IT may be one of those subjects you try to ignore when it comes to your own use, preferring to leave such matters to your younger colleague or, if you have that dubious pleasure, to your IT department.
It's so much easier to palm off any problems to someone else instead of bothering to work out a basic understanding of such matters (beyond switching your computer off then on again when anything goes wrong, of course).

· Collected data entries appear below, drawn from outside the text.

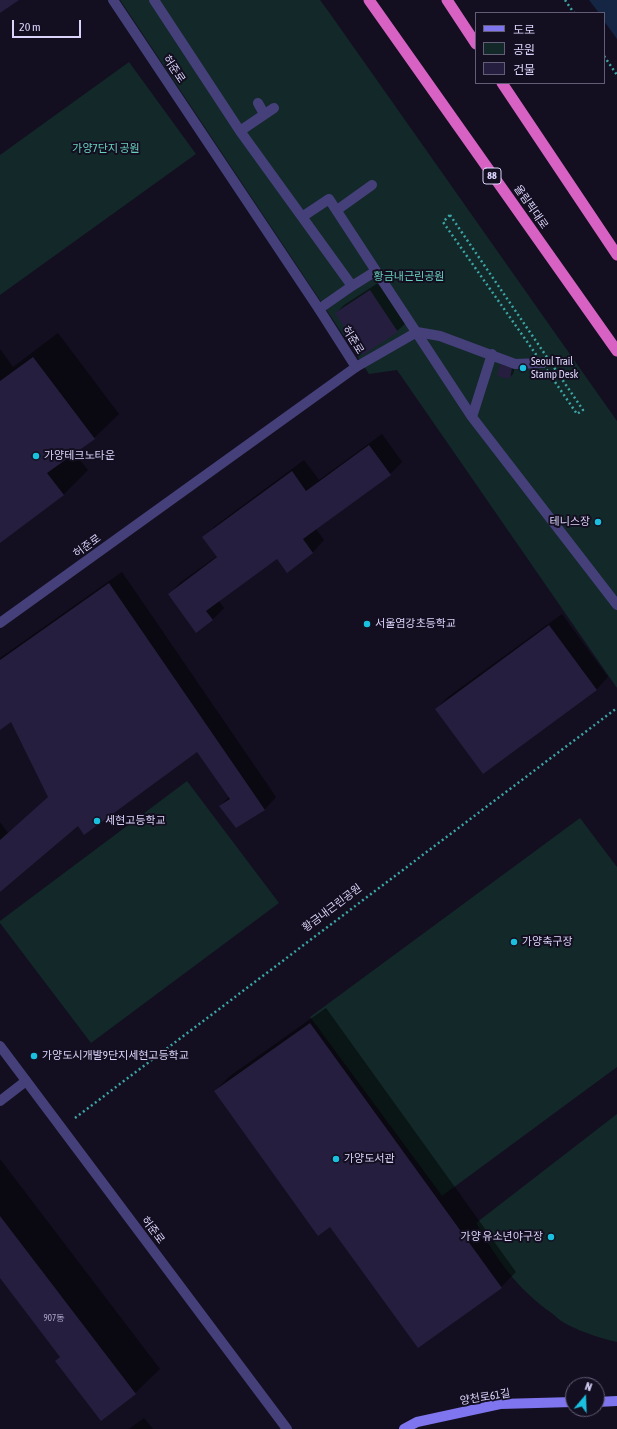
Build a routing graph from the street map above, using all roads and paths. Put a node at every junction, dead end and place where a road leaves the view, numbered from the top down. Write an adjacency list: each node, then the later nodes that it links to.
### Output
1 (113, 0): 21 (street, 허준로)
2 (154, 0): 14 (street)
3 (369, 0): 23 (highway, 올림픽대로 / 88)
4 (447, 0): 7 (highway)
5 (565, 0): 6 (path)
6 (573, 12)
7 (475, 42)
8 (605, 57): 9 (path)
9 (617, 75)
10 (503, 84): 18 (highway)
11 (258, 103): 13 (street)
12 (274, 108): 13 (street)
13 (264, 114): 14 (street)
14 (240, 130): 17 (street)
15 (372, 185): 16 (street)
16 (337, 210): 17 (street); 19 (street)
17 (302, 217): 20 (street)
18 (617, 255)
19 (376, 271): 20 (street); 22 (street)
20 (352, 286): 21 (street)
21 (319, 309): 26 (street, 허준로)
22 (417, 332): 24 (street); 26 (street); 27 (street)
23 (617, 351)
24 (492, 354): 25 (street); 27 (street)
25 (545, 360): 25 (path); 25 (path)
26 (356, 368): 29 (street, 허준로)
27 (472, 417): 28 (street)
28 (617, 605)
29 (0, 623)
30 (617, 708): 34 (path, 황금내근린공원)
31 (0, 1046): 32 (street, 허준로)
32 (26, 1081): 33 (street); 34 (street, 허준로)
33 (0, 1101)
34 (61, 1128): 38 (street, 허준로)
35 (617, 1401): 37 (main road)
36 (565, 1402): 39 (main road, 양천로61길)
37 (605, 1402)
38 (287, 1429)
39 (404, 1429)

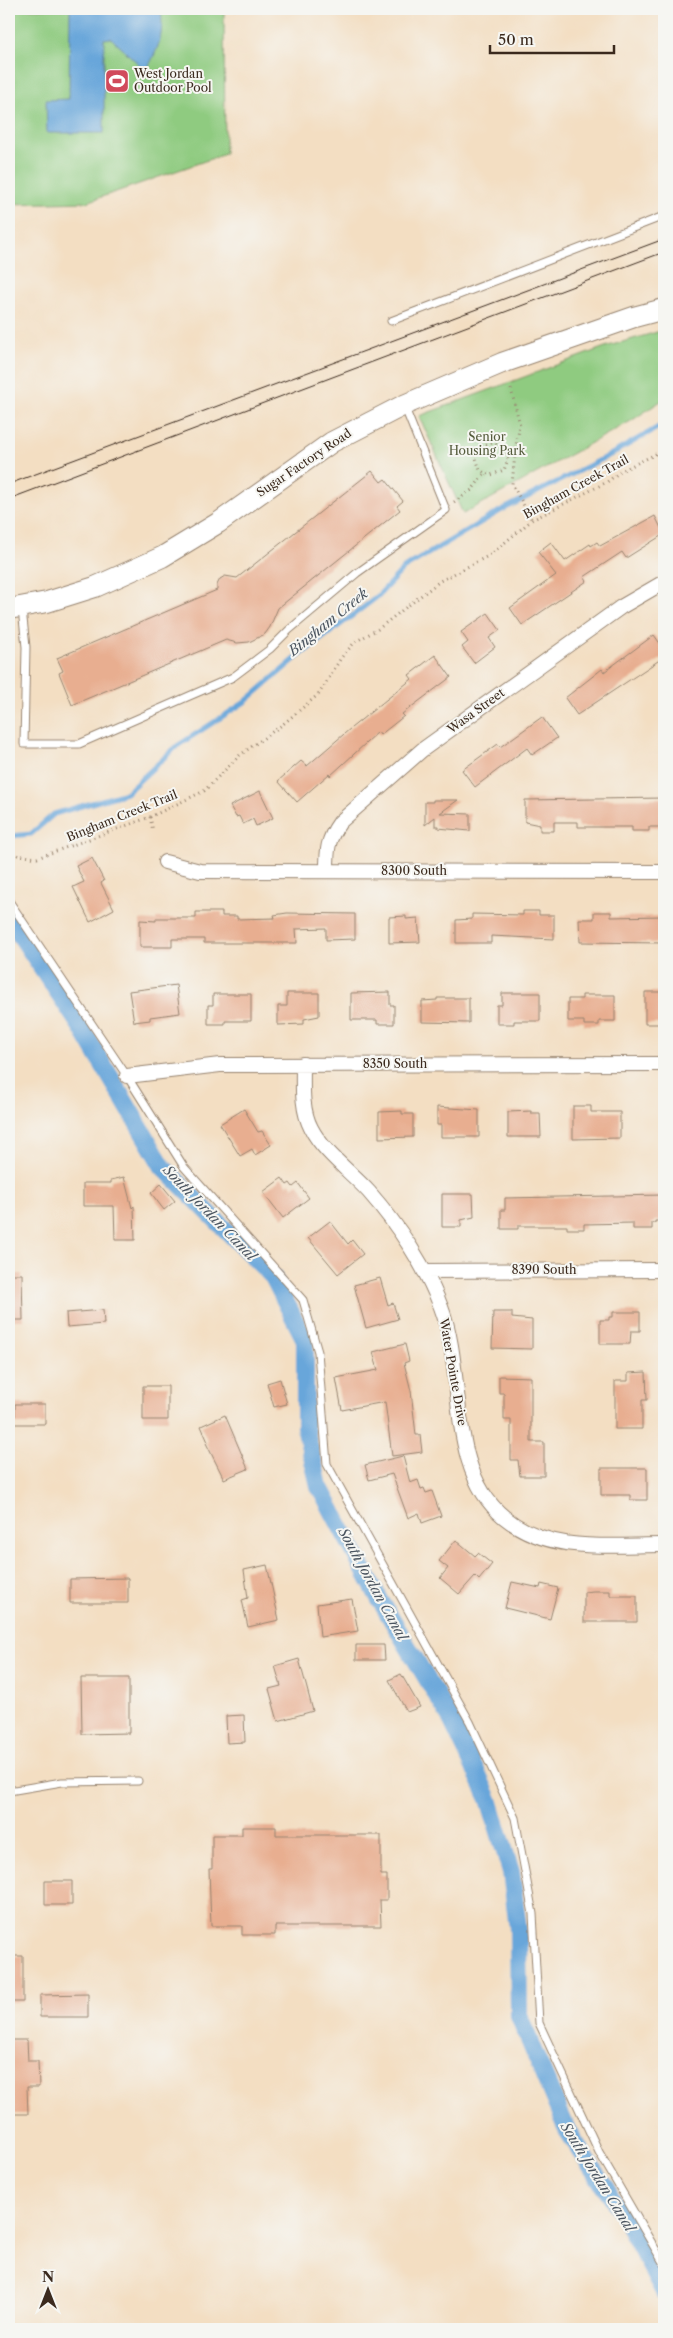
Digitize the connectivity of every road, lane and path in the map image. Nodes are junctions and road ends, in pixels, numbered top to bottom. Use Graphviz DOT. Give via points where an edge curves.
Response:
graph roads {
  1 [pos="664,216"];
  2 [pos="664,310"];
  3 [pos="391,321"];
  4 [pos="510,389"];
  5 [pos="404,405"];
  6 [pos="514,422"];
  7 [pos="520,422"];
  8 [pos="664,450"];
  9 [pos="485,472"];
  10 [pos="444,506"];
  11 [pos="532,520"];
  12 [pos="664,582"];
  13 [pos="16,608"];
  14 [pos="150,817"];
  15 [pos="153,831"];
  16 [pos="9,849"];
  17 [pos="166,862"];
  18 [pos="327,871"];
  19 [pos="664,872"];
  20 [pos="9,901"];
  21 [pos="303,1064"];
  22 [pos="664,1064"];
  23 [pos="127,1076"];
  24 [pos="664,1270"];
  25 [pos="424,1271"];
  26 [pos="664,1545"];
  27 [pos="138,1781"];
  28 [pos="9,1791"];
  29 [pos="664,2264"];
  1 -- 3 [label="lane"];
  2 -- 5 [label="street, Sugar Factory Road" via="634,317 502,363"];
  4 -- 7 [label="path"];
  5 -- 10 [label="lane"];
  5 -- 13 [label="street, Sugar Factory Road" via="332,442 218,523 162,557 95,587"];
  6 -- 7 [label="path"];
  7 -- 11 [label="path" via="512,475 514,486"];
  8 -- 11 [label="path, Bingham Creek Trail"];
  9 -- 9 [label="path" via="491,475 504,470 508,459 504,448 493,443 480,447 476,458 480,470"];
  9 -- 10 [label="path" via="472,490"];
  10 -- 13 [label="lane" via="446,510 357,573 270,650 233,677 79,744 24,744 26,647"];
  11 -- 14 [label="path, Bingham Creek Trail" via="490,555 440,581 355,642 319,694 240,754 204,791"];
  12 -- 18 [label="street, Wasa Street" via="621,607 422,750 340,822 330,835"];
  14 -- 15 [label="path"];
  14 -- 16 [label="path, Bingham Creek Trail" via="37,858 18,855"];
  17 -- 18 [label="street, 8300 South" via="200,871"];
  18 -- 19 [label="street, 8300 South"];
  20 -- 23 [label="lane"];
  21 -- 22 [label="street, 8350 South"];
  21 -- 23 [label="street, 8350 South" via="220,1065"];
  21 -- 25 [label="street, Water Pointe Drive" via="305,1110 311,1128 382,1208"];
  23 -- 29 [label="lane" via="184,1167 303,1300 318,1352 327,1464 470,1722 515,1818 533,1914 539,2023 599,2152"];
  24 -- 25 [label="street, 8390 South"];
  25 -- 26 [label="street, Water Pointe Drive" via="448,1330 468,1458 488,1501 503,1517 524,1531 547,1540 574,1545"];
  27 -- 28 [label="lane" via="62,1782"];
}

The same situation also appears to ring true on the larger scale – to major IT installations as part of fit-out or new build work. Currently, the responsibility for such a vital, business-critical job appears to need defining. There's the contractor, or the M&E contractor who is responsible for implementing all the infrastructure and kit under orders from either an external IT consultant or the client's in-house IT team. A situation that may well get the job done, but appears to be take place a lot more on the hoof than the core construction package. It raises questions, such as: is the kit itself being bought at the right price? Or the installation at the optimum time in the overall job? Hence the complaint voiced to us by one QS – that while clients are super disciplined on price for construction, IT budgets are soaring, and could be slashed by up to 40% (see pages 10–12). And we are now talking about a sizeable chunk of a job – anything up to 40% of the whole price, with wiring alone between 5–10% of the total budget.
There seems to be a clear case for much more integration on IT. This is not a call for QSs and project managers to suddenly become experts in riser capacity or hyperlinks, but for them to transfer the skills they use in construction – pricing, buying, planning, integrating teams – to this part of the job. After all, if this results in a cheaper, faster and smoother job overall, clients will certainly not be complaining.